AIM OF THE TASK -> Which lines of the records contain "roads"? Collect every one of them.

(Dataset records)
_ _ _ _

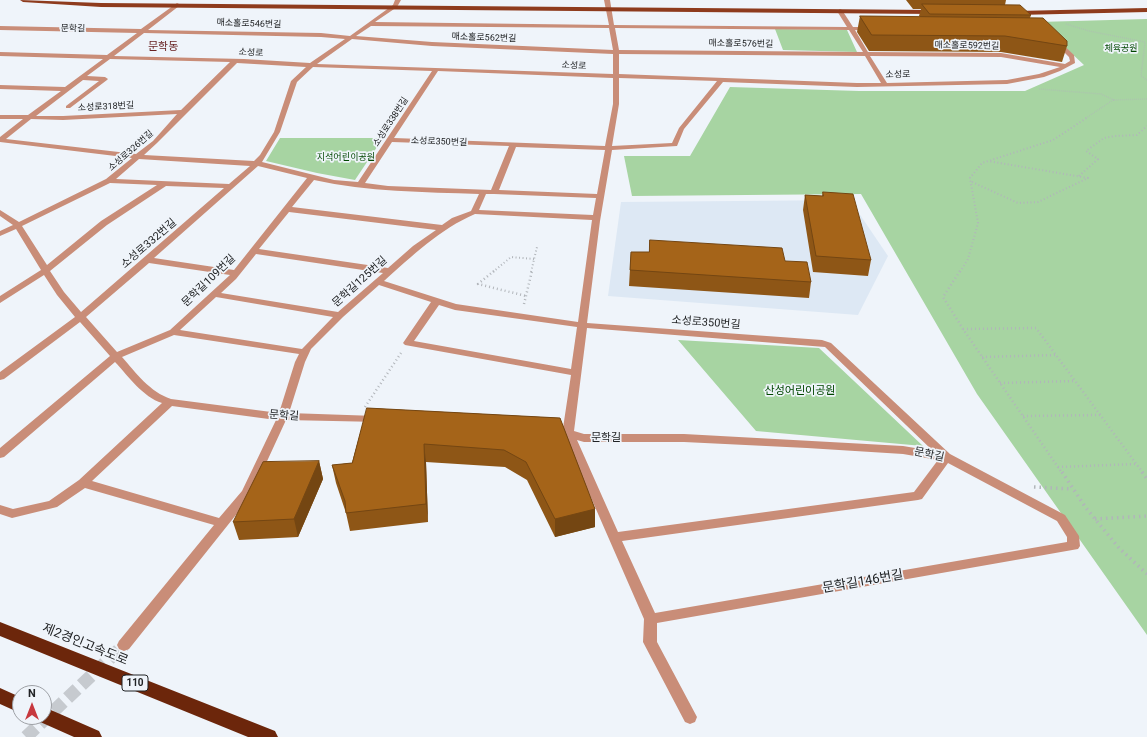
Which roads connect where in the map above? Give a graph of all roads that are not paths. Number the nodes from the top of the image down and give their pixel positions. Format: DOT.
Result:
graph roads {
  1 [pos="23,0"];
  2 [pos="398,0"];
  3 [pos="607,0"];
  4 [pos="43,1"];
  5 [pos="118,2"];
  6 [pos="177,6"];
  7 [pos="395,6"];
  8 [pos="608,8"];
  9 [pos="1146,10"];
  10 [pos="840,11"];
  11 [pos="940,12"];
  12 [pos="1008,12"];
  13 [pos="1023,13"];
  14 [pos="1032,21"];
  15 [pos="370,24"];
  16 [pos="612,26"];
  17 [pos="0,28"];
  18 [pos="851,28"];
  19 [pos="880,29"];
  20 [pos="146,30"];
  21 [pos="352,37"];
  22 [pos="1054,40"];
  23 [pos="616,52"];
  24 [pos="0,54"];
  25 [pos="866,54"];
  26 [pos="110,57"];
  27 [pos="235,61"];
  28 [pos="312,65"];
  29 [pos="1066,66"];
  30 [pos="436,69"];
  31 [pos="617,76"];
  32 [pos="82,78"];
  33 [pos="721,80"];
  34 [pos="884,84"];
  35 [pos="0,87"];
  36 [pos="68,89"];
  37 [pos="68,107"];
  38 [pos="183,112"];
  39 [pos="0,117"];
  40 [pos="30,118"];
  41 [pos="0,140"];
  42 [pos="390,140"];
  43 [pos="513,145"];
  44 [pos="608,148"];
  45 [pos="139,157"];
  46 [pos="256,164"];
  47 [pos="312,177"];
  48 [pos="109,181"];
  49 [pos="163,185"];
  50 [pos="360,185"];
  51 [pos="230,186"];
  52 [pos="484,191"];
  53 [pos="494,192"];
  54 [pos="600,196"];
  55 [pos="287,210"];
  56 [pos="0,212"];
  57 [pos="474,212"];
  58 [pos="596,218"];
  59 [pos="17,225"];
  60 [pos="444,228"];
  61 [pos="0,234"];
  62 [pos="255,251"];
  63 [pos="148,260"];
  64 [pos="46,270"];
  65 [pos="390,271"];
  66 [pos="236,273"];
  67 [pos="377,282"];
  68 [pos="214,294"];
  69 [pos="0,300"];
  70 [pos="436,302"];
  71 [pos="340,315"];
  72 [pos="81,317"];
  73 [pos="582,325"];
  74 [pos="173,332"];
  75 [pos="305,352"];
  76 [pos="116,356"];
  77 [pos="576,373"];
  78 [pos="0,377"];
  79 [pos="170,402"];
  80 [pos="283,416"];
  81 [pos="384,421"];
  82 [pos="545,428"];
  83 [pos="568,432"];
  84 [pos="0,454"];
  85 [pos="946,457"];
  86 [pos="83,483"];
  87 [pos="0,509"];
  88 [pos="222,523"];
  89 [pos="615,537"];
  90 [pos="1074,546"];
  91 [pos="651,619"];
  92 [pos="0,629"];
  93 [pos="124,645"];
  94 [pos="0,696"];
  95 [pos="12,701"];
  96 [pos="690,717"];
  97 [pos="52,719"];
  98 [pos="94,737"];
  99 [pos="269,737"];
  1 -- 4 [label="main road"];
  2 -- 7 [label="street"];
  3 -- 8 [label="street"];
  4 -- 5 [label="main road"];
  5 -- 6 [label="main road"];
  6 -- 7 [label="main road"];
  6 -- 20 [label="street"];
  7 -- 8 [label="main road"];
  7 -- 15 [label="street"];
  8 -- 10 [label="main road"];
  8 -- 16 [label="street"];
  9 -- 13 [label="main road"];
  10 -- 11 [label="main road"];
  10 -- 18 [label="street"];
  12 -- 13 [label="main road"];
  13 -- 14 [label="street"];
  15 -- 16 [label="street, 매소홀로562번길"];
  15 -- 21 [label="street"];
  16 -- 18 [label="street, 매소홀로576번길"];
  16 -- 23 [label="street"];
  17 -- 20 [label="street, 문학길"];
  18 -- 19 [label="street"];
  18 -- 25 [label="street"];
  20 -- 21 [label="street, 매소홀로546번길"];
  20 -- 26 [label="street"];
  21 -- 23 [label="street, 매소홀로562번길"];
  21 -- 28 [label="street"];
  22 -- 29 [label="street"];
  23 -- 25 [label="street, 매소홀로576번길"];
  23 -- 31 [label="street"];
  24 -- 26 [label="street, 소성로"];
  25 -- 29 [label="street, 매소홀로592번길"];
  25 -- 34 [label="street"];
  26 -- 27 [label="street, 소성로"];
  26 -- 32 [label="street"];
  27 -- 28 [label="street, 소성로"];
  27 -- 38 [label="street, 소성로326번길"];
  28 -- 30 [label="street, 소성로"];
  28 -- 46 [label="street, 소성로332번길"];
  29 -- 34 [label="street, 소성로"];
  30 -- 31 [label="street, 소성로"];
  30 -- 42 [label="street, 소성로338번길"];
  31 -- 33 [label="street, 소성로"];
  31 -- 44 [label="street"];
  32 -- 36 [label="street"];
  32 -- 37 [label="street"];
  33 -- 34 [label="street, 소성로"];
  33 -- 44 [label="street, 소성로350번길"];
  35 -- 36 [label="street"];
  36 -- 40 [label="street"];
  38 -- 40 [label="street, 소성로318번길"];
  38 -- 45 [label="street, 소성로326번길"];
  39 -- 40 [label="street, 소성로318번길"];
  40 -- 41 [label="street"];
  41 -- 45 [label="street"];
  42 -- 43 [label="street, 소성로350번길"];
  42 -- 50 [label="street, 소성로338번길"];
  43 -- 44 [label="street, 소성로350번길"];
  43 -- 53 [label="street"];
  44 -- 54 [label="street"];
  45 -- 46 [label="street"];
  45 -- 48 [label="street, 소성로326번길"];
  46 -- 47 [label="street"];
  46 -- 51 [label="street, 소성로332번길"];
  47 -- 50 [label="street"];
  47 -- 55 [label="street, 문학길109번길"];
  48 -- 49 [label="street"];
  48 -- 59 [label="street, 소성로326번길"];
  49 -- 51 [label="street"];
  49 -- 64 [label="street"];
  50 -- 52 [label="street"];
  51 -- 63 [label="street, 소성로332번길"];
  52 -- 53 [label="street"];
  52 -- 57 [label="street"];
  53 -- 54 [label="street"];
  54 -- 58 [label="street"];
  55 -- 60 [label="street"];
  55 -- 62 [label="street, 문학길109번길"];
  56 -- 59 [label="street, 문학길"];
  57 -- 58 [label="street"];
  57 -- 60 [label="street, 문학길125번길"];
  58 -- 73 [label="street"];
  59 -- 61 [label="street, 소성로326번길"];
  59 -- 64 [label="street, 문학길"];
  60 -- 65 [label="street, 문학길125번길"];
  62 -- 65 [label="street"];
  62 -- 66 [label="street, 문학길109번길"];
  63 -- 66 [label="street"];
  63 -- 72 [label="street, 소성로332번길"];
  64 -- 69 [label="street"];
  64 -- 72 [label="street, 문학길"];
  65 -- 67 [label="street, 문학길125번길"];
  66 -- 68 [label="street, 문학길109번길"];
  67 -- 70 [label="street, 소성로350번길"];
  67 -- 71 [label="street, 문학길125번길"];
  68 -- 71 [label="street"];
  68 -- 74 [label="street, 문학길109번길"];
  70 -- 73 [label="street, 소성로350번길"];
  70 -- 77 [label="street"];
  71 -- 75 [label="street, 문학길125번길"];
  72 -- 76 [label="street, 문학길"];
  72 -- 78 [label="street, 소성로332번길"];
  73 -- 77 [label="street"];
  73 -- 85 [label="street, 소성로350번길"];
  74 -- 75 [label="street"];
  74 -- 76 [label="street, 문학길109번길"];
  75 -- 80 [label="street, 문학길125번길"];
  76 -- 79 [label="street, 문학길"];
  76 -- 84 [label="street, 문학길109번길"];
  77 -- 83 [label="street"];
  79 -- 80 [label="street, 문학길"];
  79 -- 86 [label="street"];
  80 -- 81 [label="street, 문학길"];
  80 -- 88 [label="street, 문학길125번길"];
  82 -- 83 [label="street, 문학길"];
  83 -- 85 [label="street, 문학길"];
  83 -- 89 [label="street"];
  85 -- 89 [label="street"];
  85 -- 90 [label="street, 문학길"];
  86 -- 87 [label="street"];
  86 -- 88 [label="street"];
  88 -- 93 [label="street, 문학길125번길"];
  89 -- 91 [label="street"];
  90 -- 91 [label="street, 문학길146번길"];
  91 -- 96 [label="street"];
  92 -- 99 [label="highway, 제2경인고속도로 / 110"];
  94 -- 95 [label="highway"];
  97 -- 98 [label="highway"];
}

_ _ _ _

SOLVED PROBLEM ->
Which roads connect where in the map above? Give a graph of all roads that are not paths. Number the nodes from the top of the image down and give their pixel positions. Format: DOT.
graph roads {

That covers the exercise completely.